DDIA: Chapter 11 - Stream Processing
Daily batch processes introduce significant latency, since input changes reflected in the output only after a day. For fast paced business, this is too slow. To reduce delays, stream processing occurs more frequently (e.g., every second) or continuously, where events are handled as they happen.
In stream processing, a record is typically called an event—a small, immutable object containing details of an occurrence, often with a timestamp. Polling for new events becomes costly when striving for low-latency continuous processing. Frequent polling increases overhead as most requests return no new data. Instead, systems should notify consumers when new events are available. Messaging systems handle this by pushing events from producers to consumers.
Direct messaging systems require application code to handle message loss and assume producers and consumers are always online, limiting fault tolerance. Message brokers (or message queues) improve reliability by acting as intermediaries. Producers write messages to the broker, which clients (consumers) read. Examples include RabbitMQ, ActiveMQ, Azure Service Bus, and Google Cloud Pub/Sub.
Partitioned logs store messages as append-only logs, assigning offsets to messages within each partition. Log-based brokers like Apache Kafka, Amazon Kinesis Streams, and Twitter’s DistributedLog prioritize high throughput and message ordering. Google Cloud Pub/Sub offers a similar architecture but exposes a JMS-style API. Log-based brokers suit high-throughput scenarios with fast, ordered message processing. In contrast, JMS/AMQP brokers work better when messages are expensive to process, order isn't critical, and parallel processing is needed.
Databases and Streams
Dual writes, where applications update multiple systems (e.g., a database, search index, and cache) concurrently or sequentially, are error-prone. Race conditions can occur, leading to inconsistent states (see Fig. 11-4). A better approach is to designate one system as the leader (e.g., the database) and make others, like the search index, its followers.
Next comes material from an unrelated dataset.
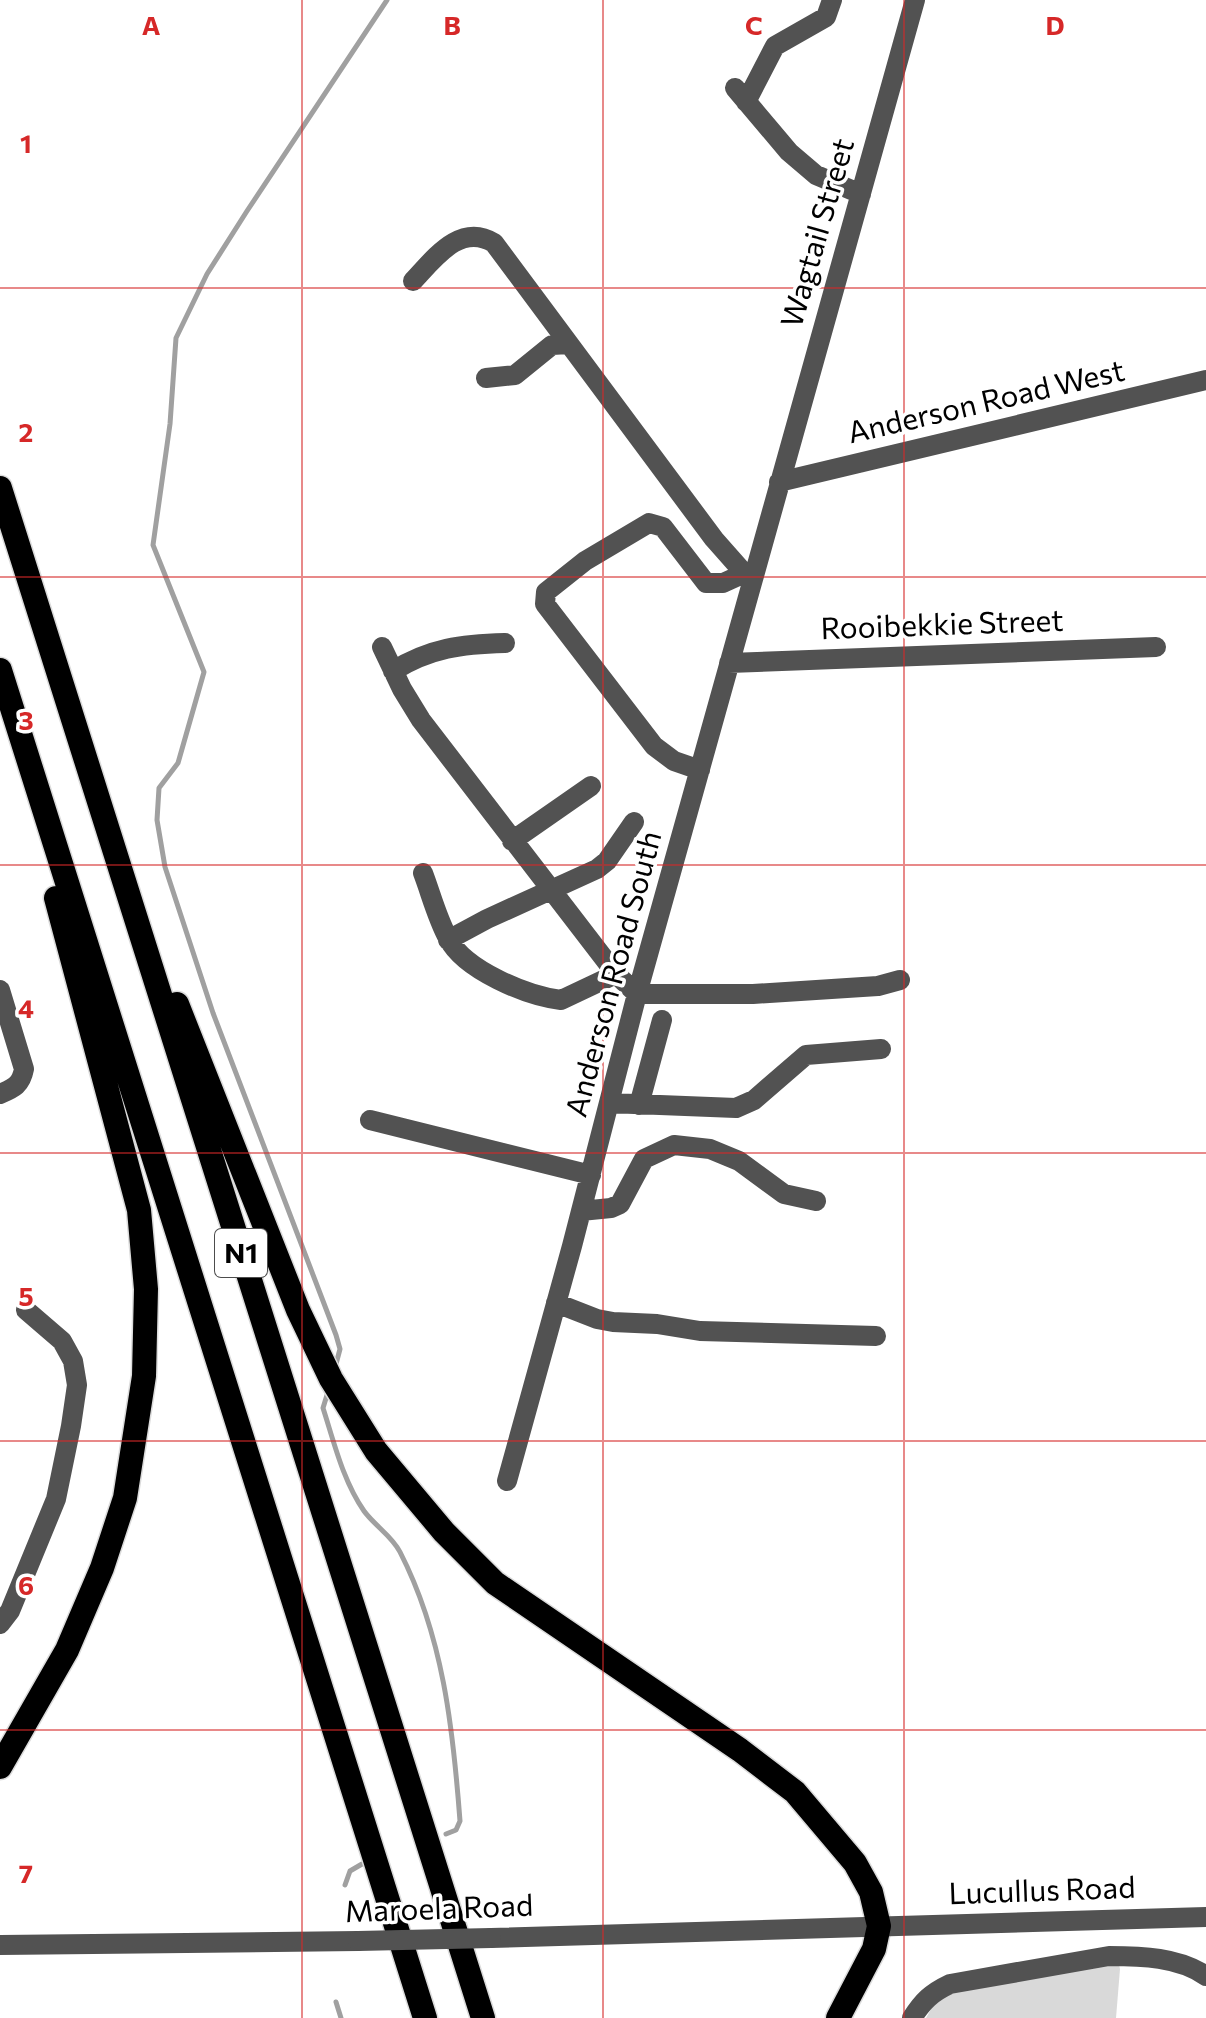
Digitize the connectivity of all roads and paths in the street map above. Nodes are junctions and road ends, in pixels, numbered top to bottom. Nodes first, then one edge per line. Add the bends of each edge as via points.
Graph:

Traditionally, databases treat replication logs as internal details, not public APIs. However, Change Data Capture (CDC) extracts data changes from a database, often as a stream, enabling replication to other systems. For example, a database change log can update a search index in the same order as the changes occur, ensuring consistency (see Fig. 11-5). This makes derived data systems, like search indexes, consumers of the change stream.
CDC designates the source database as the leader, with derived systems as followers. Log-based message brokers like Kafka are ideal for delivering CDC events, as they maintain order. Large-scale CDC implementations include LinkedIn's Databus, Facebook's Wormhole, and Debezium for MySQL. Tools like Kafka Connect offer connectors for various databases.
To manage disk space, CDC uses snapshots in conjunction with logs. A snapshot corresponds to a specific log position, ensuring changes after the snapshot can be applied correctly. Some CDC tools automate this; others require manual handling.
Event sourcing builds on immutability, recording all changes as an append-only log of events. This approach mirrors accounting, where transactions are never altered but corrected with new entries if mistakes occur. Immutable logs improve auditability, ease recovery from bugs, and preserve historical data for analytics. For instance, a customer adding and removing an item from a shopping cart generates two events. Though the cart's final state is empty, the log records the customer’s interest, which is valuable for analytics.
Event sourcing simplifies concurrency control. Instead of multi-object transactions, a single event encapsulates a user action, requiring only an atomic append to the log. Partitioning the log and application state similarly (e.g., by customer) enables single-threaded processing per partition, eliminating concurrency issues. For cross-partition events, additional coordination is needed.
Processing streams
Processing streams supports use cases like monitoring (e.g., fraud detection, trading systems, manufacturing) and involves joins, which combine data across streams and databases. Three join types include stream-stream joins for matching related events within a time window, stream-table joins for enriching events using database changelogs, and table-table joins for producing materialized view updates. Fault tolerance in stream processing invole using techniques like microbatching, checkpointing, transactions, and idempotent writes to ensure reliability in long-running processes.